In contrast, the positive predictive value is the proportion
of patients with a positive test who truly have the disease, and the proportion
of patients with a negative test who truly do not have the disease. These two
values are calculated as the number of true positives divided by the sum of the
true positives and false positives and the number of true negatives divided by
the sum of the true negatives and false negatives (see figure 1).
In looking at the data presented in Table 1 of the paper it
can be seen that for the indicator ‘low white blood cell count (WBC)’ the total
number of children with leukaemia is 52, and of these 11 have a positive test
(have low WBC). Dividing 11 by 52 gives a sensitivity of 21%. The sensitivity
figure quoted of 85% is instead the PPV, calculated by dividing 11 by 13 (the number of children with either
ALL or arthritis who have low WBC). Similarly, 203 of the 205 children with
JRA have negative test (do not have low WBC), and dividing 203 by 205 gives and
specificity of 99%. The figure quoted of 83% is instead the NPV, calculated by
dividing 203 by the 244 (the number of children with either ALL or arthritis
(JRA) who do not have low WBC). See figure 2 below. This same confusion of
sensitivity with PPV and specificity with NPV has been made every time the
terms are used throughout the paper.
The difference between these terms is important not only for
semantic reasons but also because PPV and NPV vary markedly
with the prevalence of the disease, whereas, theoretically at least,
sensitivity and specificity do not. The study did not examine an unselected
cohort of children representative of the normal spectrum of
children who would normally present for assessment, but rather followed
a case-control methodology, comparing 53 ‘cases’, children with blast negative
ALL with 205 ‘controls’, children with JRA. This approximately 1:4 ratio is
unlikely to reflect the ratio of prevalence of ALL to JRA seen in clinical practice. For example, while the PPV of
85% for low WBC is impressive (meaning that 85% of children
with a positive test will have ALL), if the ratio of diseases is more
like 1:10 then the PPV rapidly decreases to 67%, and again to 33% for a 1:50
ratio.
We are also concerned about the way in
which confidence intervals have been calculated. It appears that these are based
on the variation in the entire cohort rather than the variation within the relevant
subgroups. Using low WBC as an example, the reported sensitivity (which is
actually PPV) of 85% is reported with confidence intervals from 80 to 89%.

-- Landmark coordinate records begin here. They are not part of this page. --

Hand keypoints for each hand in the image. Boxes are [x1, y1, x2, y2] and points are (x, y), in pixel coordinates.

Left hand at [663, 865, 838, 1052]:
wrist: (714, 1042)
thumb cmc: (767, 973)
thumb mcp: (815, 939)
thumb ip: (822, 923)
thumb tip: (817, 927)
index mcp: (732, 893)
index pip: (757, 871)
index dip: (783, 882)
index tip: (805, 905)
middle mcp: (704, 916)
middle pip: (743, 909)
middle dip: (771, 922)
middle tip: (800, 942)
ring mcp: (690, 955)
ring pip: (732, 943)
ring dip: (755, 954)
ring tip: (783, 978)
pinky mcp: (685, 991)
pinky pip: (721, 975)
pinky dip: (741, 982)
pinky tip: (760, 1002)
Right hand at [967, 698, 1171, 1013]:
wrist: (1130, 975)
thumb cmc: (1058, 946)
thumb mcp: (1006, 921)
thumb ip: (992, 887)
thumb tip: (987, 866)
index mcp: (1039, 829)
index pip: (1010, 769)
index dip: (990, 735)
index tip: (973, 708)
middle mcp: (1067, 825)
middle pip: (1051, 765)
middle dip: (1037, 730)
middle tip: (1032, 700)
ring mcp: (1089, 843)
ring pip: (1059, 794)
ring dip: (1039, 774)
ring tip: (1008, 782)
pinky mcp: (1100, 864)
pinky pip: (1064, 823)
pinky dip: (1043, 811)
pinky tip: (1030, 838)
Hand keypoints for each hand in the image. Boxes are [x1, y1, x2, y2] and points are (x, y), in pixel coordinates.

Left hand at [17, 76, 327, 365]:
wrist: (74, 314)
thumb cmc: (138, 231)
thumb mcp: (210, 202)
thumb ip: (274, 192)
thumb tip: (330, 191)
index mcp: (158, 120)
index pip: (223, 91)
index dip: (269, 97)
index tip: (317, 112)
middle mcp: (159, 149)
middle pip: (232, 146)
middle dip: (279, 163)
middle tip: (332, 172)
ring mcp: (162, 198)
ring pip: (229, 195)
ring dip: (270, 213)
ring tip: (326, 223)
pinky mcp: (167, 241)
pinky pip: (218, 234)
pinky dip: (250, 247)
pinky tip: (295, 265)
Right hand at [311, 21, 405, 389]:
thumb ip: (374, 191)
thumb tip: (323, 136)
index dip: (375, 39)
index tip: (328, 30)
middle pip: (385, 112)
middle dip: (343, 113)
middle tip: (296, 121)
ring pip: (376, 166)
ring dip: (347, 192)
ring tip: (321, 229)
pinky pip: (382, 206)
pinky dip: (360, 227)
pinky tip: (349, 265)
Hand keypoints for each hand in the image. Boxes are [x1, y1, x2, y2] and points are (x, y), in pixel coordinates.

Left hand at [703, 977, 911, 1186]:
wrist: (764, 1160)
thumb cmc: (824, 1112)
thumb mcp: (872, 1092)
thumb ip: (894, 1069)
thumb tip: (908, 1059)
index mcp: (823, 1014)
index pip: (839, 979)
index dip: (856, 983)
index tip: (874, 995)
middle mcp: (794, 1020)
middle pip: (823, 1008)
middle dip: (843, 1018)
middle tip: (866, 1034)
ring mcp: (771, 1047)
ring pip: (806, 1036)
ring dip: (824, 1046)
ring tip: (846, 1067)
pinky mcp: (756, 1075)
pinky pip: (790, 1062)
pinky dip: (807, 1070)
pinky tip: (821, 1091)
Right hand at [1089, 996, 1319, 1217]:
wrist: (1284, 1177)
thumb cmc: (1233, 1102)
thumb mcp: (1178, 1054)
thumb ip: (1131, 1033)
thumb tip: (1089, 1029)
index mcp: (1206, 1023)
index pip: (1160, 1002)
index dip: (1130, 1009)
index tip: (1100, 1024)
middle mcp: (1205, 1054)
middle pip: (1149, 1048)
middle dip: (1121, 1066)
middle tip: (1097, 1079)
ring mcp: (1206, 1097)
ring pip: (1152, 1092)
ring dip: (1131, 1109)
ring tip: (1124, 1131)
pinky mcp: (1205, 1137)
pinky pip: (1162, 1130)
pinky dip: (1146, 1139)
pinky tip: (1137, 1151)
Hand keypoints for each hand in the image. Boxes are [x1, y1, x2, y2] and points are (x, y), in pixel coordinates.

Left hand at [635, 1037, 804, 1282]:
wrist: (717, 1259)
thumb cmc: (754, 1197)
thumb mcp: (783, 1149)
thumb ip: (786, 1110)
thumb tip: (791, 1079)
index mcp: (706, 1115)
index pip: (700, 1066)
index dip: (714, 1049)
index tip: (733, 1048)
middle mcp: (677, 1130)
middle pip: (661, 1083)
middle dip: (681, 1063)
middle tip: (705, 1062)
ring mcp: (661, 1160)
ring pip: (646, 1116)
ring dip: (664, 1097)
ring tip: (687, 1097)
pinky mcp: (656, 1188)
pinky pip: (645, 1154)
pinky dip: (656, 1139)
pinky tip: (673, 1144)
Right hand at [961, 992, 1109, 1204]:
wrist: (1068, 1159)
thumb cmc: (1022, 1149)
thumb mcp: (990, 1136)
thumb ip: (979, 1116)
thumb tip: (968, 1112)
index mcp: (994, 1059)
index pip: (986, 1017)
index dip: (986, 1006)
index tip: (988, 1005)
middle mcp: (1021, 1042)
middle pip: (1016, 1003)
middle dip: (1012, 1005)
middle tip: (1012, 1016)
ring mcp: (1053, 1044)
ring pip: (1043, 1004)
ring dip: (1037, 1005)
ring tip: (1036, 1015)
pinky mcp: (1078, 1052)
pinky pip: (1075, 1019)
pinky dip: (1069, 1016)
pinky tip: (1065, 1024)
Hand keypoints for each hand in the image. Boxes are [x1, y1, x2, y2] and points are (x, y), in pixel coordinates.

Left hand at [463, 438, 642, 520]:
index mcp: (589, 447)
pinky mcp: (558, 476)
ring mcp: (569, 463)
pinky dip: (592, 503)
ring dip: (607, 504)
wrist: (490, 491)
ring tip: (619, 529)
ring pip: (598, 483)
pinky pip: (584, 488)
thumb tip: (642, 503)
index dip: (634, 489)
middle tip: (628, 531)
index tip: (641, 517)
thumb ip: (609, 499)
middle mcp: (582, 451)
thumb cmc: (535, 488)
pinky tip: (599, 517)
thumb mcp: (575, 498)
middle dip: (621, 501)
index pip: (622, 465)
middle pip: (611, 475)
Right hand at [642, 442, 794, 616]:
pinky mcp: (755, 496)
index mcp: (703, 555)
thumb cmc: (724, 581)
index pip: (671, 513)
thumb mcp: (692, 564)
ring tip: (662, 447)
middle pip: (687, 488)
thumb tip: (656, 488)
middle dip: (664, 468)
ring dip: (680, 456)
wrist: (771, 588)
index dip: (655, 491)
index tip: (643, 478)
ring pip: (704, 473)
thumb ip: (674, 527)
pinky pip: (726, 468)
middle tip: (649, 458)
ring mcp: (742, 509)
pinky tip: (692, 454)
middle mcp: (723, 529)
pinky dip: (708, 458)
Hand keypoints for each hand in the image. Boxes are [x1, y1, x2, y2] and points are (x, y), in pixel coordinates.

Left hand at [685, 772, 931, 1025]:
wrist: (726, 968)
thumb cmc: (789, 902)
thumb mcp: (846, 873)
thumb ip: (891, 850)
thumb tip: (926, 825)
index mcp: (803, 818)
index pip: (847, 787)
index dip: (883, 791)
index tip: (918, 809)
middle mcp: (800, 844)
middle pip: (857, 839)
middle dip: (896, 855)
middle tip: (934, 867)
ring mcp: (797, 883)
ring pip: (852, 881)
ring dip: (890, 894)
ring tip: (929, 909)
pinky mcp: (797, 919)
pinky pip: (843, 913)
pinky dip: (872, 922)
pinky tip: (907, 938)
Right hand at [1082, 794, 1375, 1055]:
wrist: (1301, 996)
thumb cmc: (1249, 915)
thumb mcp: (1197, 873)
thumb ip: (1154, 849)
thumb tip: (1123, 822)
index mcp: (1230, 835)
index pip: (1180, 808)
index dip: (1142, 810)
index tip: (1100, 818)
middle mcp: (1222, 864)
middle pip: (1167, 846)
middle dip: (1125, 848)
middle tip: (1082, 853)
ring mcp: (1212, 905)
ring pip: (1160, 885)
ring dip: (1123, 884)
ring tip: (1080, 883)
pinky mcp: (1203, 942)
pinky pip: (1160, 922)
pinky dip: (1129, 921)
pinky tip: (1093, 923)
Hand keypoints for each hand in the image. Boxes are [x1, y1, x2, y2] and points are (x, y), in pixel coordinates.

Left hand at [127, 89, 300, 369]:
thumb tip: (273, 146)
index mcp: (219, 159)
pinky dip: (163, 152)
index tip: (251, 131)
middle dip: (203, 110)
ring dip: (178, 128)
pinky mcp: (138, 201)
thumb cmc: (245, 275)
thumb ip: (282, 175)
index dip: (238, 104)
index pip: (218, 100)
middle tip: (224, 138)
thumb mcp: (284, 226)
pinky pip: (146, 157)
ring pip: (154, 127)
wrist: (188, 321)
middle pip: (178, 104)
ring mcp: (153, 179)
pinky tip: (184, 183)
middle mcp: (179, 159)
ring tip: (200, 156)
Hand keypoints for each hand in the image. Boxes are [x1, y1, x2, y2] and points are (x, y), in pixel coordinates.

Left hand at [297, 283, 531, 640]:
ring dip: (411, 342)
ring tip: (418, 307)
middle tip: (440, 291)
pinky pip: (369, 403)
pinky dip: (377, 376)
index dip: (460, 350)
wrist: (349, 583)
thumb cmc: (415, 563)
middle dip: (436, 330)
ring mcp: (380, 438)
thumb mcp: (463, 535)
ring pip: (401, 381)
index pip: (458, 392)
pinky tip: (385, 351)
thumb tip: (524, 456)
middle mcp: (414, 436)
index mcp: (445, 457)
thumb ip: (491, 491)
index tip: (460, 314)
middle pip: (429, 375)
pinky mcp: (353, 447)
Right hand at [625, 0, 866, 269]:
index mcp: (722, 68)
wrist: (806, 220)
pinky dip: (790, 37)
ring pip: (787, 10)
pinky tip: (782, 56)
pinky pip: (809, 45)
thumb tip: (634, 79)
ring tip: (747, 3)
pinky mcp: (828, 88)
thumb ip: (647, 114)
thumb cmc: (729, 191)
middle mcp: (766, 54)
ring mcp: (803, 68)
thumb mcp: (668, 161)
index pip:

These appear to be based on calculations including the entire group of 257
children, rather than on the 13 children whose data has been included in the
calculation. This leads to a substantial underestimation of the variation, and
therefore an overestimation of the precision of the data.
The way in which the exposures and outcomes
have been assessed in this paper is also cause for concern. The authors use an
“established diagnosis” of either JRA or ALL as the reference standard against which the accuracy of the other
diagnostic markers is assessed, however there does not
appear to have been a standard set of criteria for confirming these diagnoses
and certainly no indication that both case and control children have been
assessed using the same set of criteria. As a result of this it is possible
that some of the children diagnosed as having JRA may not have had a diagnosis
of all ruled out. Perhaps even more worryingly, the assessment of diagnostic
markers was made on the basis of a retrospective assessment of medical records
made by physicians who were not blind to the disease state of the children.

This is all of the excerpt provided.